EXERCISE GOAL: Return, from the data that follows, each line that holds the word "Left".

DATA:
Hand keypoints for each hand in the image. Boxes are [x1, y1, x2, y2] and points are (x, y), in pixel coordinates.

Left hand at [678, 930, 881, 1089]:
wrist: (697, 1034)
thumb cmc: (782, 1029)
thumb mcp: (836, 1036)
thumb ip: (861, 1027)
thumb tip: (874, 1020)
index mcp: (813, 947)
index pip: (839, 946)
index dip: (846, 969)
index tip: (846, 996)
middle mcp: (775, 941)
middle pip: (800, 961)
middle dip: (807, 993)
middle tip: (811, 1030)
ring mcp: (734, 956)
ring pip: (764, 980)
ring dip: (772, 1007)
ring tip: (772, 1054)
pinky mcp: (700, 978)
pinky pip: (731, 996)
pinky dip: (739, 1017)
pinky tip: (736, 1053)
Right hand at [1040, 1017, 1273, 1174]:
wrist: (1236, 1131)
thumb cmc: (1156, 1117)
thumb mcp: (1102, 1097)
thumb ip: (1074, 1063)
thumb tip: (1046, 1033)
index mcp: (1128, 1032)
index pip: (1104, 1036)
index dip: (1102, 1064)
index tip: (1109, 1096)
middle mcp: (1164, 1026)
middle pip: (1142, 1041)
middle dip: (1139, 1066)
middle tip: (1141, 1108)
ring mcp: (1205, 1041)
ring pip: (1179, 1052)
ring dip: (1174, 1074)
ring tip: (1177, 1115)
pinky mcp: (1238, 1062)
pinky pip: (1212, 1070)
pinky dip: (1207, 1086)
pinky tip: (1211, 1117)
* * *
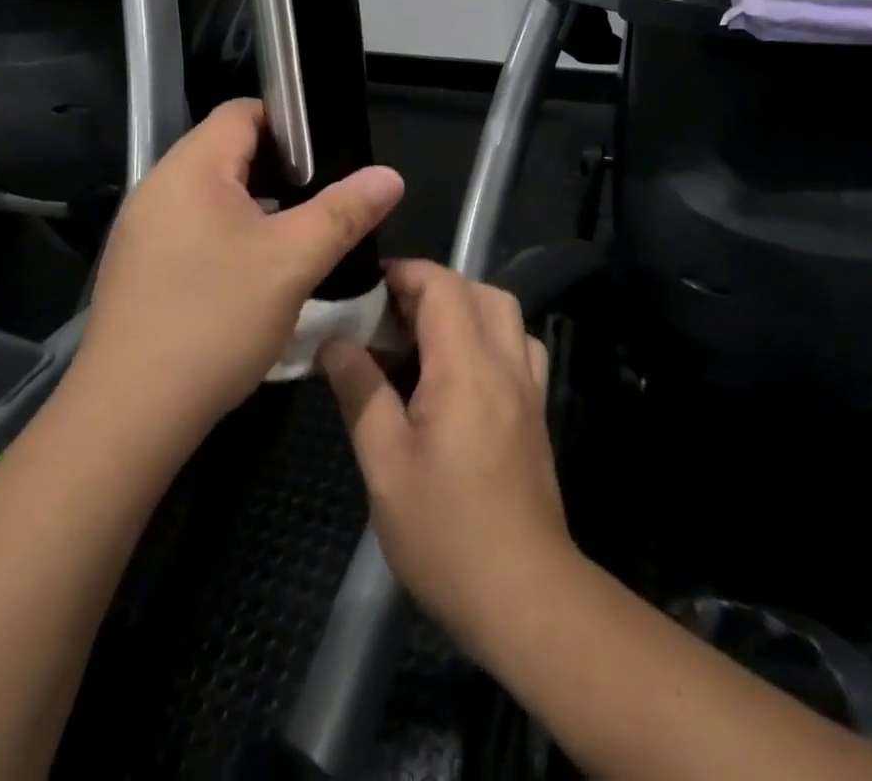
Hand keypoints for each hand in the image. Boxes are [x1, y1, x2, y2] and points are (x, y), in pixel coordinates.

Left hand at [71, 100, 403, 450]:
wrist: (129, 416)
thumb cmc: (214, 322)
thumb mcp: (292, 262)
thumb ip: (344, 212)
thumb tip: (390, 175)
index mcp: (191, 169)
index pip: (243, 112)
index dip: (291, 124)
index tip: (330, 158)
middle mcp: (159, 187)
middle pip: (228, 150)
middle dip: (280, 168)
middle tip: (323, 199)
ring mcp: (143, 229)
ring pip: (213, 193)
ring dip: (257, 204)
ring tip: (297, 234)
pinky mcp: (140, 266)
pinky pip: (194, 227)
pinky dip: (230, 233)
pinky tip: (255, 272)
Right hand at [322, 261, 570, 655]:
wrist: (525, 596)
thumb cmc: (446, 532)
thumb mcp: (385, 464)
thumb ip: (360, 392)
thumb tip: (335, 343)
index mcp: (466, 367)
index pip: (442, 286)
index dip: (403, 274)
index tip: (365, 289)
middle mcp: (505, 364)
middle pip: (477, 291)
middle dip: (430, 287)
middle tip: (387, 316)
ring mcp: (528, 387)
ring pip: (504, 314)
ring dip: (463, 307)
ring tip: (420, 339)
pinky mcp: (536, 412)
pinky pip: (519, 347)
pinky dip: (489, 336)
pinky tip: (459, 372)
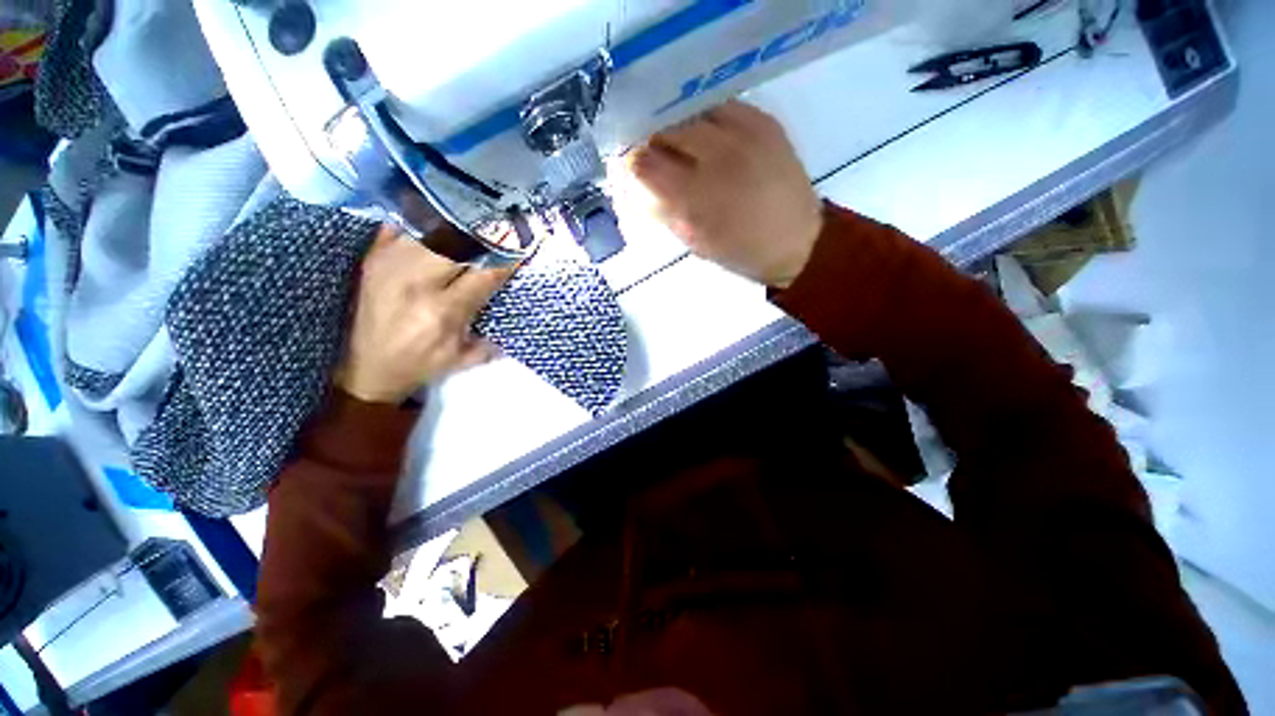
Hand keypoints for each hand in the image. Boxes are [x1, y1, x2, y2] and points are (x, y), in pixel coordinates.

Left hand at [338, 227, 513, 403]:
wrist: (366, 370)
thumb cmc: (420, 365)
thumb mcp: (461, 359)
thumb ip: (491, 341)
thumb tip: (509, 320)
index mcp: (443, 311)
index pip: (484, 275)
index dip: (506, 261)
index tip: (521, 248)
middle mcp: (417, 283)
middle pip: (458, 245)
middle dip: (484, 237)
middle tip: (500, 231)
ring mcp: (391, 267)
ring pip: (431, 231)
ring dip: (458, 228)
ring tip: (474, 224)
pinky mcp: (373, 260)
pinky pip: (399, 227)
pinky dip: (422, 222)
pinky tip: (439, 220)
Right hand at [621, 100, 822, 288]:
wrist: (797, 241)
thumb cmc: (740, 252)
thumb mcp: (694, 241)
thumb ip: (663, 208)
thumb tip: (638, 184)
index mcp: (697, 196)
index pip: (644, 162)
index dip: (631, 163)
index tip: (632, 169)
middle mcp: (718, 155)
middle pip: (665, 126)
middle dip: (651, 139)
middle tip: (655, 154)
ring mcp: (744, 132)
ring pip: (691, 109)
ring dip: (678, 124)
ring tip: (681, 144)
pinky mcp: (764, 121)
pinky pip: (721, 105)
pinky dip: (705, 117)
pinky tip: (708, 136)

EXERCISE ANSWER:
Left hand at [678, 930, 881, 1089]:
Left hand at [71, 100, 403, 450]:
Left hand at [338, 227, 513, 403]:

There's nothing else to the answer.